Les caméras de vidéosurveillance de la ville de Nice ont donné raison à la victime, a annoncé le procureur de la République, Damien Martinelli, ce vendredi 24 avril 2026. Deux CRS seront jugés pour violences et vol en réunion devant le tribunal correctionnel de Nice le 1er juin prochain.
Des faits survenus dans le quartier de l'Ariane
Les faits remontent au samedi 18 avril, dans le quartier de l'Ariane à Nice. Un jeune homme né en 2003, inconnu des services de police, a déposé plainte pour vol et violences. Selon le procureur, une dispute a éclaté avec deux hommes alcoolisés qui pensaient avoir été insultés par la victime alors qu'elle téléphonait dans sa voiture. L'échange verbal a rapidement dégénéré en agression physique.
La victime a reçu plusieurs coups au visage et a été mise au sol. Après s'être relevée en traitant ses agresseurs de "lâches", elle a de nouveau été frappée et mise au sol. Les deux individus auraient alors déclaré être policiers, empêchant un voisin d'appeler la police. Pendant que la victime était au sol, l'un des agresseurs lui a dérobé 100 euros et son permis de conduire.
Une vidéo amateur accablante
Trois jours plus tard, le père de la victime a remis aux enquêteurs une vidéo amateur montrant la scène. On y voit la victime recevoir de nombreux coups à la tête alors qu'elle est au sol, et être traînée par les cheveux. La victime a reçu une incapacité totale de travail de 4 jours.

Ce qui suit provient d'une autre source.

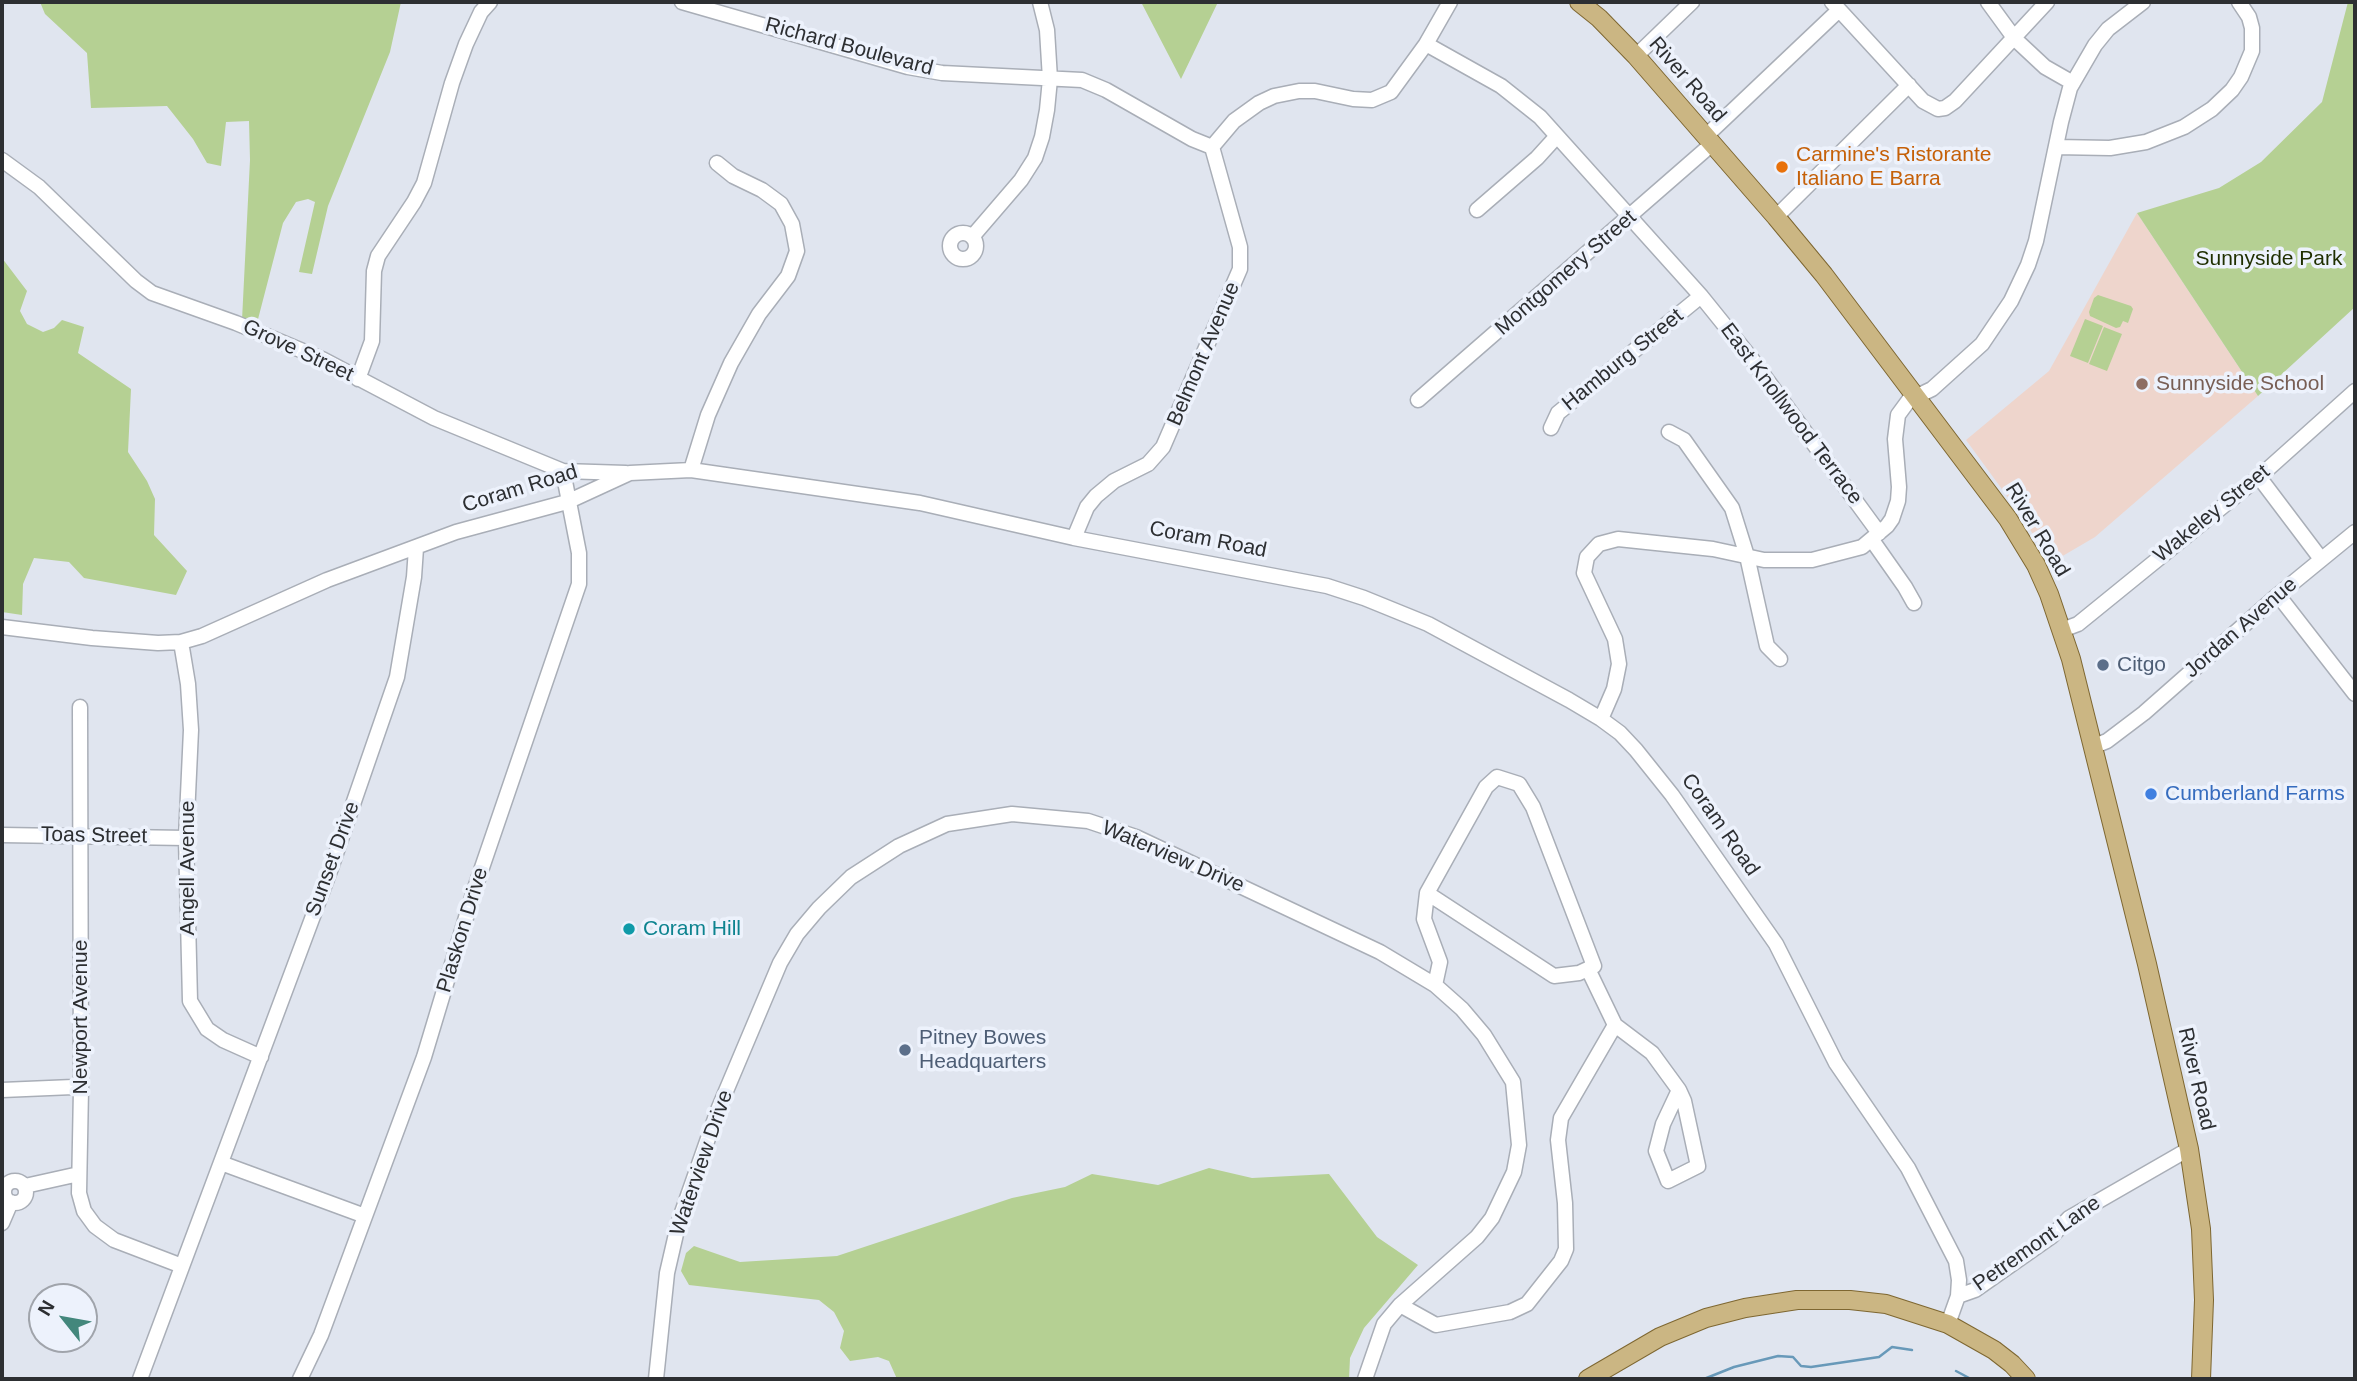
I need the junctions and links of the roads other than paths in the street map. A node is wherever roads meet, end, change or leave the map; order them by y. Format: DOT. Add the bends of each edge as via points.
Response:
graph roads {
  1 [pos="490,2"];
  2 [pos="682,2"];
  3 [pos="1040,2"];
  4 [pos="1450,2"];
  5 [pos="1579,2"];
  6 [pos="1692,2"];
  7 [pos="1988,2"];
  8 [pos="2047,2"];
  9 [pos="2143,2"];
  10 [pos="2239,2"];
  11 [pos="1836,6"];
  12 [pos="2015,39"];
  13 [pos="1426,44"];
  14 [pos="1636,56"];
  15 [pos="1050,79"];
  16 [pos="2073,83"];
  17 [pos="1909,85"];
  18 [pos="1557,136"];
  19 [pos="1709,140"];
  20 [pos="1212,147"];
  21 [pos="2056,147"];
  22 [pos="2,160"];
  23 [pos="717,163"];
  24 [pos="1476,210"];
  25 [pos="1631,216"];
  26 [pos="1776,217"];
  27 [pos="972,237"];
  28 [pos="1701,296"];
  29 [pos="358,379"];
  30 [pos="2355,391"];
  31 [pos="1916,396"];
  32 [pos="1418,400"];
  33 [pos="1551,428"];
  34 [pos="1669,432"];
  35 [pos="691,470"];
  36 [pos="563,471"];
  37 [pos="630,473"];
  38 [pos="2259,477"];
  39 [pos="567,502"];
  40 [pos="2355,532"];
  41 [pos="1875,536"];
  42 [pos="1074,538"];
  43 [pos="416,548"];
  44 [pos="1747,556"];
  45 [pos="2321,559"];
  46 [pos="2278,595"];
  47 [pos="1913,603"];
  48 [pos="2,627"];
  49 [pos="2062,630"];
  50 [pos="181,642"];
  51 [pos="1780,659"];
  52 [pos="2355,694"];
  53 [pos="80,706"];
  54 [pos="1601,719"];
  55 [pos="2092,747"];
  56 [pos="2,835"];
  57 [pos="80,836"];
  58 [pos="186,838"];
  59 [pos="1427,892"];
  60 [pos="1588,969"];
  61 [pos="1435,985"];
  62 [pos="1615,1025"];
  63 [pos="261,1057"];
  64 [pos="81,1089"];
  65 [pos="2,1090"];
  66 [pos="1679,1090"];
  67 [pos="2189,1149"];
  68 [pos="221,1163"];
  69 [pos="79,1174"];
  70 [pos="365,1216"];
  71 [pos="2,1223"];
  72 [pos="182,1266"];
  73 [pos="1958,1296"];
  74 [pos="1400,1305"];
  75 [pos="1948,1324"];
  76 [pos="140,1379"];
  77 [pos="300,1379"];
  78 [pos="656,1379"];
  79 [pos="1365,1379"];
  80 [pos="1588,1379"];
  81 [pos="2026,1379"];
  82 [pos="2202,1379"];
  1 -- 29 [label="street" via="466,44 424,183 378,256 372,341"];
  2 -- 15 [label="street, Richard Boulevard" via="908,67"];
  3 -- 15 [label="street"];
  4 -- 13 [label="street"];
  5 -- 14 [label="main road, River Road"];
  6 -- 14 [label="street"];
  7 -- 12 [label="street"];
  8 -- 12 [label="street"];
  9 -- 16 [label="street" via="2108,29"];
  10 -- 21 [label="street" via="2252,28 2252,51 2241,77 2212,109 2184,127 2146,142 2110,148"];
  11 -- 17 [label="street"];
  11 -- 19 [label="street, Montgomery Street"];
  12 -- 16 [label="street" via="2045,67"];
  12 -- 17 [label="street" via="1945,108 1929,106"];
  13 -- 18 [label="street, East Knollwood Terrace" via="1518,97"];
  13 -- 20 [label="street" via="1399,84 1380,98 1299,91 1274,96 1234,121"];
  14 -- 19 [label="main road, River Road"];
  15 -- 20 [label="street, Richard Boulevard" via="1082,80"];
  15 -- 27 [label="street" via="1048,110 1035,158"];
  16 -- 21 [label="street"];
  17 -- 26 [label="street"];
  18 -- 24 [label="street"];
  18 -- 25 [label="street, East Knollwood Terrace"];
  19 -- 25 [label="street, Montgomery Street"];
  19 -- 26 [label="main road, River Road"];
  20 -- 42 [label="street, Belmont Avenue" via="1241,247 1240,269 1163,447 1148,464 1114,481 1097,496"];
  21 -- 31 [label="street" via="2036,241 2011,301 1982,344 1941,382"];
  22 -- 29 [label="street, Grove Street" via="39,187 152,293 236,323"];
  23 -- 35 [label="street" via="781,204 792,224 796,251 788,276 730,363"];
  25 -- 28 [label="street, East Knollwood Terrace"];
  25 -- 32 [label="street, Montgomery Street"];
  26 -- 31 [label="main road, River Road"];
  28 -- 33 [label="street, Hamburg Street" via="1558,413"];
  28 -- 41 [label="street, East Knollwood Terrace" via="1752,358"];
  29 -- 36 [label="street, Grove Street" via="434,418"];
  30 -- 38 [label="street, Wakeley Street"];
  31 -- 41 [label="street" via="1898,415 1898,500 1892,519"];
  31 -- 49 [label="main road, River Road" via="2024,544"];
  34 -- 44 [label="street" via="1684,440 1732,508"];
  35 -- 37 [label="street, Coram Road"];
  35 -- 42 [label="street, Coram Road" via="920,503"];
  36 -- 37 [label="street, Grove Street"];
  36 -- 39 [label="street, Plaskon Drive"];
  37 -- 39 [label="street, Coram Road"];
  38 -- 45 [label="street"];
  38 -- 49 [label="street, Wakeley Street" via="2078,624"];
  39 -- 43 [label="street, Coram Road" via="456,532"];
  39 -- 70 [label="street, Plaskon Drive" via="579,553 579,584 474,891 424,1057"];
  40 -- 45 [label="street, Jordan Avenue"];
  41 -- 44 [label="street" via="1862,547 1812,560"];
  41 -- 47 [label="street, East Knollwood Terrace"];
  42 -- 54 [label="street, Coram Road" via="1327,586 1364,598 1428,624"];
  43 -- 50 [label="street, Coram Road"];
  43 -- 63 [label="street, Sunset Drive" via="397,677"];
  44 -- 51 [label="street" via="1768,646"];
  44 -- 54 [label="street" via="1618,539 1594,547 1585,562 1585,577 1615,639 1619,664"];
  45 -- 46 [label="street, Jordan Avenue"];
  46 -- 52 [label="street"];
  46 -- 55 [label="street, Jordan Avenue" via="2144,713"];
  48 -- 50 [label="street, Coram Road"];
  49 -- 55 [label="main road, River Road"];
  50 -- 58 [label="street, Angell Avenue" via="191,730"];
  53 -- 57 [label="street, Newport Avenue"];
  54 -- 73 [label="street, Coram Road" via="1628,741 1658,777 1776,944 1836,1063 1908,1168 1949,1245 1956,1261"];
  55 -- 67 [label="main road, River Road"];
  56 -- 57 [label="street, Toas Street"];
  57 -- 58 [label="street, Toas Street"];
  57 -- 64 [label="street, Newport Avenue"];
  58 -- 63 [label="street, Angell Avenue" via="190,1001 207,1029"];
  59 -- 60 [label="street" via="1555,976"];
  59 -- 60 [label="street" via="1486,787 1497,777 1519,784 1533,807 1594,966"];
  59 -- 61 [label="street" via="1424,919 1440,962"];
  60 -- 62 [label="street"];
  61 -- 74 [label="street, Waterview Drive" via="1484,1035 1513,1082 1519,1145 1514,1172 1492,1218"];
  61 -- 78 [label="street, Waterview Drive" via="1380,952 1306,917 1136,837 1088,821 1012,814 947,824 899,846 851,877 819,908 780,963 718,1110 679,1221 667,1273"];
  62 -- 66 [label="street" via="1652,1053"];
  62 -- 74 [label="street" via="1561,1118 1558,1140 1566,1250 1561,1261 1527,1304 1510,1312 1436,1325"];
  63 -- 68 [label="street, Sunset Drive"];
  64 -- 65 [label="street"];
  64 -- 69 [label="street, Newport Avenue"];
  66 -- 66 [label="street" via="1656,1151 1668,1181 1698,1166"];
  67 -- 73 [label="street, Petremont Lane" via="2069,1218 2015,1262 1975,1290"];
  67 -- 82 [label="main road, River Road" via="2200,1229"];
  68 -- 70 [label="street"];
  68 -- 72 [label="street, Sunset Drive"];
  69 -- 71 [label="street" via="25,1186 24,1199 11,1202"];
  69 -- 72 [label="street, Newport Avenue" via="84,1211 96,1226 114,1240"];
  70 -- 77 [label="street, Plaskon Drive"];
  72 -- 76 [label="street, Sunset Drive"];
  73 -- 75 [label="street, Coram Road"];
  74 -- 79 [label="street, Waterview Drive" via="1384,1324"];
  75 -- 80 [label="main road" via="1886,1304 1797,1300 1706,1318 1660,1336"];
  75 -- 81 [label="main road" via="1994,1350"];
}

Le 22 avril, deux fonctionnaires de police d'une compagnie de CRS en déplacement à Nice, nés en 1998 et 1999 et sans antécédents judiciaires, se sont présentés avec leur hiérarchie et ont été placés en garde à vue. L'analyse des images de vidéoprotection a confirmé la version de la victime, montrant notamment la victime extraite de son véhicule par le cou, et les deux mis en cause en état d'ébriété avancé.
Des versions divergentes
Lors de leurs auditions, les deux policiers ont affirmé avoir été menacés et insultés en raison de leur qualité, et que la victime les aurait reconnus comme CRS. Le principal auteur a nié une consommation excessive d'alcool, tandis que son collègue a reconnu avoir bu plusieurs verres de rhum et de vodka. Concernant le vol, l'un d'eux a expliqué avoir ramassé des billets au sol en pensant qu'ils appartenaient à son collègue. Les deux policiers ont exprimé des regrets.
La victime, qui a également reconnu avoir consommé de l'alcool, a nié toute menace ou provocation et a affirmé ne pas avoir su qu'il s'agissait de policiers.
Réactions des avocats
Me Emile Farruggia, avocate des deux policiers, a estimé que l'orientation choisie par le procureur reflète le dossier et permettra aux fonctionnaires de préparer leur défense. En revanche, Me Sefen Gue Guez, avocat de la victime, a déploré qu'un simple contrôle judiciaire ait été requis, estimant que cela renforce un sentiment d'impunité des forces de l'ordre.
Le parquet a requis un placement sous contrôle judiciaire jusqu'au procès, avec interdiction de détenir ou porter une arme, interdiction de contact entre les deux mis en cause et interdiction de paraître dans le quartier de l'Ariane.